(TASK):
Return each line of the data below exactly, omitting any pictures.

(INPUT MATERIAL):
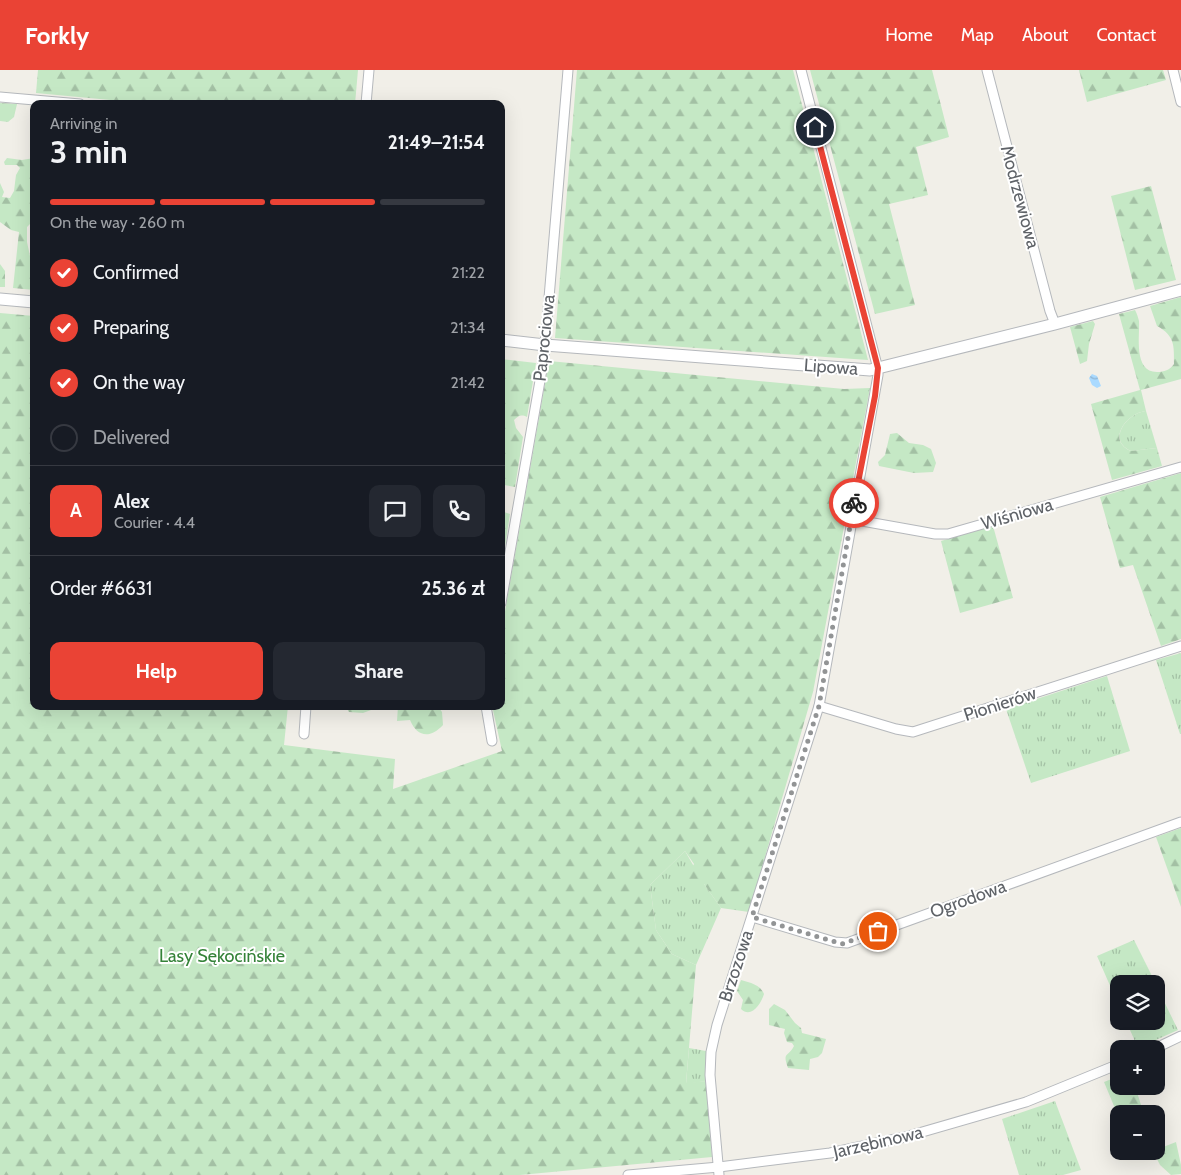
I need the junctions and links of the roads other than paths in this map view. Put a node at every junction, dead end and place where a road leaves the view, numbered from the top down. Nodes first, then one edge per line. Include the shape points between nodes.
1 (369, 70) edge
2 (568, 70) edge
3 (800, 70) edge
4 (987, 70) edge
5 (1173, 70) edge
6 (0, 96) edge
7 (40, 100) edge
8 (366, 100) edge
9 (1181, 102) edge
10 (1181, 290) edge
11 (0, 299) edge
12 (30, 302) edge
13 (1055, 324) junction
14 (505, 340) edge
15 (545, 345) junction
16 (878, 368) junction
17 (1181, 467) edge
18 (851, 519) junction
19 (505, 580) edge
20 (1181, 646) edge
21 (819, 706) junction
22 (306, 710) edge
23 (487, 710) edge
24 (304, 734) dead end
25 (492, 740) dead end
26 (1181, 822) edge
27 (752, 917) junction
28 (1181, 1036) edge
29 (1165, 1044) edge
30 (1110, 1068) edge
31 (719, 1171) edge
32 (628, 1175) edge

1 - 8 street
2 - 15 street, Paprociowa
3 - 16 street, Brzozowa
4 - 13 street, Modrzewiowa
5 - 9 street
6 - 7 street
10 - 13 street, Lipowa
11 - 12 street
13 - 16 street, Lipowa
14 - 15 street, Lipowa
15 - 16 street, Lipowa via 862,370
15 - 19 street, Paprociowa
16 - 18 street, Brzozowa
17 - 18 street, Wiśniowa via 948,534
18 - 21 street, Brzozowa
20 - 21 street, Pionierów via 913,732
21 - 27 street, Brzozowa
22 - 24 street
23 - 25 street
26 - 27 street, Ogrodowa via 847,943
27 - 31 street, Brzozowa via 711,1052 710,1075
28 - 29 street
30 - 31 street, Jarzębinowa via 1026,1102 905,1137
31 - 32 street, Jarzębinowa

(EXERCISE ANSWER):
I need the junctions and links of the roads other than paths in this map view. Put a node at every junction, dead end and place where a road leaves the view, numbered from the top down. Nodes first, then one edge per line. Include the shape points between nodes.
1 (369, 70) edge
2 (568, 70) edge
3 (800, 70) edge
4 (987, 70) edge
5 (1173, 70) edge
6 (0, 96) edge
7 (40, 100) edge
8 (366, 100) edge
9 (1181, 102) edge
10 (1181, 290) edge
11 (0, 299) edge
12 (30, 302) edge
13 (1055, 324) junction
14 (505, 340) edge
15 (545, 345) junction
16 (878, 368) junction
17 (1181, 467) edge
18 (851, 519) junction
19 (505, 580) edge
20 (1181, 646) edge
21 (819, 706) junction
22 (306, 710) edge
23 (487, 710) edge
24 (304, 734) dead end
25 (492, 740) dead end
26 (1181, 822) edge
27 (752, 917) junction
28 (1181, 1036) edge
29 (1165, 1044) edge
30 (1110, 1068) edge
31 (719, 1171) edge
32 (628, 1175) edge

1 - 8 street
2 - 15 street, Paprociowa
3 - 16 street, Brzozowa
4 - 13 street, Modrzewiowa
5 - 9 street
6 - 7 street
10 - 13 street, Lipowa
11 - 12 street
13 - 16 street, Lipowa
14 - 15 street, Lipowa
15 - 16 street, Lipowa via 862,370
15 - 19 street, Paprociowa
16 - 18 street, Brzozowa
17 - 18 street, Wiśniowa via 948,534
18 - 21 street, Brzozowa
20 - 21 street, Pionierów via 913,732
21 - 27 street, Brzozowa
22 - 24 street
23 - 25 street
26 - 27 street, Ogrodowa via 847,943
27 - 31 street, Brzozowa via 711,1052 710,1075
28 - 29 street
30 - 31 street, Jarzębinowa via 1026,1102 905,1137
31 - 32 street, Jarzębinowa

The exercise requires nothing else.